Intent versus impact.
Rewarding employees for exhibiting the behaviors necessary to drive one’s strategy is nothing new. Extrinsic motivation can be a powerful tool.
I have no doubt that the team at United had every intent of introducing some energy and excitement into their bonus program as a way to cast a light on their four key strategy performance goals. They communicated it and made it clear that the bonuses would be for achieving strategic goals of the company.
Ensuring that incentives are large enough to be meaningful is also important and, likely, was the intention of United’s leadership by pitching the idea of a lottery.
Unfortunately, the lottery approach, though well intended, was doomed to fail before it even got out of the gate.
Some people lose. Although getting a $100,000 bonus would certainly get most peoples’ attention, not getting it would be what the other tens of thousands of people would focus on.

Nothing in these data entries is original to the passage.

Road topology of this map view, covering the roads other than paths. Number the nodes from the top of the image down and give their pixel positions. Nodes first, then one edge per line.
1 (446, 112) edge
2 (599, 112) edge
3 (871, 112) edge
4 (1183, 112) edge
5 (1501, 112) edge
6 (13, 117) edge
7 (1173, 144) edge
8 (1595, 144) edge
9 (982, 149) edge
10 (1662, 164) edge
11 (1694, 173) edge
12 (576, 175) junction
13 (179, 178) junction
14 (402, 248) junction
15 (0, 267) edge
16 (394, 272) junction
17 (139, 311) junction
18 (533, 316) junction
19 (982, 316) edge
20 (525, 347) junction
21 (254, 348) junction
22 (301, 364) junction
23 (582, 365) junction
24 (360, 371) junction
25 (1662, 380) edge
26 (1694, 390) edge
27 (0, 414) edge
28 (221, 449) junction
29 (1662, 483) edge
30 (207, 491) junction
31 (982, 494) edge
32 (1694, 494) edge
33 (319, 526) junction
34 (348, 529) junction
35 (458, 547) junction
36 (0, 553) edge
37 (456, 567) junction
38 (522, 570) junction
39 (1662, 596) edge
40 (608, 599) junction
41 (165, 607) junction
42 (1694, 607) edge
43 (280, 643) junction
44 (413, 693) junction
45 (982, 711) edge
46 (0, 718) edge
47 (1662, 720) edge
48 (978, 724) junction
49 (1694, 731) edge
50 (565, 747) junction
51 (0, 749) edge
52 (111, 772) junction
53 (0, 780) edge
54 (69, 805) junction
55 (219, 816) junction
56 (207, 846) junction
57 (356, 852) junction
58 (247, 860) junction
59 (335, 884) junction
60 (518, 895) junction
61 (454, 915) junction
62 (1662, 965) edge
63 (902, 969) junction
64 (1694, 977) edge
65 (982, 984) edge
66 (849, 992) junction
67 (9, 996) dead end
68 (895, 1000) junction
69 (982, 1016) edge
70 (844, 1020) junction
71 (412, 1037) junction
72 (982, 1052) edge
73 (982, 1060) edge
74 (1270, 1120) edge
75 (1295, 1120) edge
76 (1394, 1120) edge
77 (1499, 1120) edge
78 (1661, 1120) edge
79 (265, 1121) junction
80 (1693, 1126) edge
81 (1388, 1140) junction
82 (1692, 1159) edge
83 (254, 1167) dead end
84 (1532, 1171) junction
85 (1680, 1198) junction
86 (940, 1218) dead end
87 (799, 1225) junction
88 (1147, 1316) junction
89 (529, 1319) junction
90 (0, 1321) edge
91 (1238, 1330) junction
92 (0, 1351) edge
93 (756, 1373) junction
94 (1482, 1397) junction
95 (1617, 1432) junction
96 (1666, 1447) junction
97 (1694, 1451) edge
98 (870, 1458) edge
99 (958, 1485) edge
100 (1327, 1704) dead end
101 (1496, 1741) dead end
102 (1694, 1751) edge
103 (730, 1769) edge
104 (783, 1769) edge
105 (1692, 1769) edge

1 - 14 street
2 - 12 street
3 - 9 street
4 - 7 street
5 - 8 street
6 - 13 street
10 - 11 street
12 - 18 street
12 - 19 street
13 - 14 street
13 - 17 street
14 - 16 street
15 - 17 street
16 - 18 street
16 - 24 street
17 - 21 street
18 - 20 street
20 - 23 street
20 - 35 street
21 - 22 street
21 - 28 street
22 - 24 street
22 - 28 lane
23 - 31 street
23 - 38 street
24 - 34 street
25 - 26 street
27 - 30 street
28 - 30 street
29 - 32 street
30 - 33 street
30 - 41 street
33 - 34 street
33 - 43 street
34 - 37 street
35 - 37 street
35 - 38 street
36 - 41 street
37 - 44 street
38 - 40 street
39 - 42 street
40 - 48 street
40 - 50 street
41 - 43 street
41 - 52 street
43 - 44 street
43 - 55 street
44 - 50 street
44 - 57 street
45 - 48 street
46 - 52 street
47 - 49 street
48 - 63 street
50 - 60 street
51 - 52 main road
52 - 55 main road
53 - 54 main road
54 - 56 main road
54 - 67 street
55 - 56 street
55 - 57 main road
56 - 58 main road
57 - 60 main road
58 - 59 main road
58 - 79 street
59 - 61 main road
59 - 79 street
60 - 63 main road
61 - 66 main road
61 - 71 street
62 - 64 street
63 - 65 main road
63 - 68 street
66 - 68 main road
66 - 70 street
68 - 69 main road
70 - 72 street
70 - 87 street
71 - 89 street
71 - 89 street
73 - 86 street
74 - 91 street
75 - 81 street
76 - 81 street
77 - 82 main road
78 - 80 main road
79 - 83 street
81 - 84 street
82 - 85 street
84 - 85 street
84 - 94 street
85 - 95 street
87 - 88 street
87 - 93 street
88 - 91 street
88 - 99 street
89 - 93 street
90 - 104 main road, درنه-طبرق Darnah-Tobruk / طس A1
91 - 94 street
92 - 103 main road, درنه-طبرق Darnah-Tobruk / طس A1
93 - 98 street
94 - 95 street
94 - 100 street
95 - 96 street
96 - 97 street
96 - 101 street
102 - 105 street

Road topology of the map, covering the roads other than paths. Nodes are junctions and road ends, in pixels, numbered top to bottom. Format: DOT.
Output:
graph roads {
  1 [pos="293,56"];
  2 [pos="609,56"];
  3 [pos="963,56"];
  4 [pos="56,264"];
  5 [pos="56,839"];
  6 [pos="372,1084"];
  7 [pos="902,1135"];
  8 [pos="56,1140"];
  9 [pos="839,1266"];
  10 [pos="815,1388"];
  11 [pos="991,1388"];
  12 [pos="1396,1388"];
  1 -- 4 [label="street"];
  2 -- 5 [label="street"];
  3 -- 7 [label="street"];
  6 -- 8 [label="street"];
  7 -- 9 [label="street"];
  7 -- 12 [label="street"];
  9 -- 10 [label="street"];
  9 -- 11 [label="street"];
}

Regardless of how well those individuals and teams were at delivering the performance that United needs to execute on its strategy, the overwhelming majority of people will not see any sort of reward for their hard work. And losing just sucks.
Focus on the individual over the collective. Additionally, bonusing the few over the many creates an “us versus them” dynamic. It also sends the message that individual success, and in this instance luck, matters more than collective success. This is not wrong, per se, but before designing reward and incentive systems, attempting to understand the unintended consequences can help validating your plan before going public.
Conflicting expectations and priorities. I am left scratching my head a bit about what I perceive to be some mixed messages in terms of what’s most important to United. On one hand, airlines all measure their performance on some common things like on-time performance, missed bag rate, as well as revenue and cost per available seat mile. Unless one or more of the “core4 Score Rewards” success metrics was explicitly measuring the customer experience, satisfaction, or loyalty, the airline is rewarding behaviors that may conflict with being caring toward customers.
At the end of the day, what gets measured gets managed and what gets rewarded gets done. When it comes down to it, is it more important for an employee to ensure that the aircraft departs on-time (ensuring that on-time performance goals are met) or, to delay the departure in the spirit of ensuring that customers have a more positive experience?
Some outside perspective.
In order to better understand the challenge that United found itself in, I asked Deb Gabor, CEO of Sol Marketing, a brand strategy consultancy to share her thoughts on the matter.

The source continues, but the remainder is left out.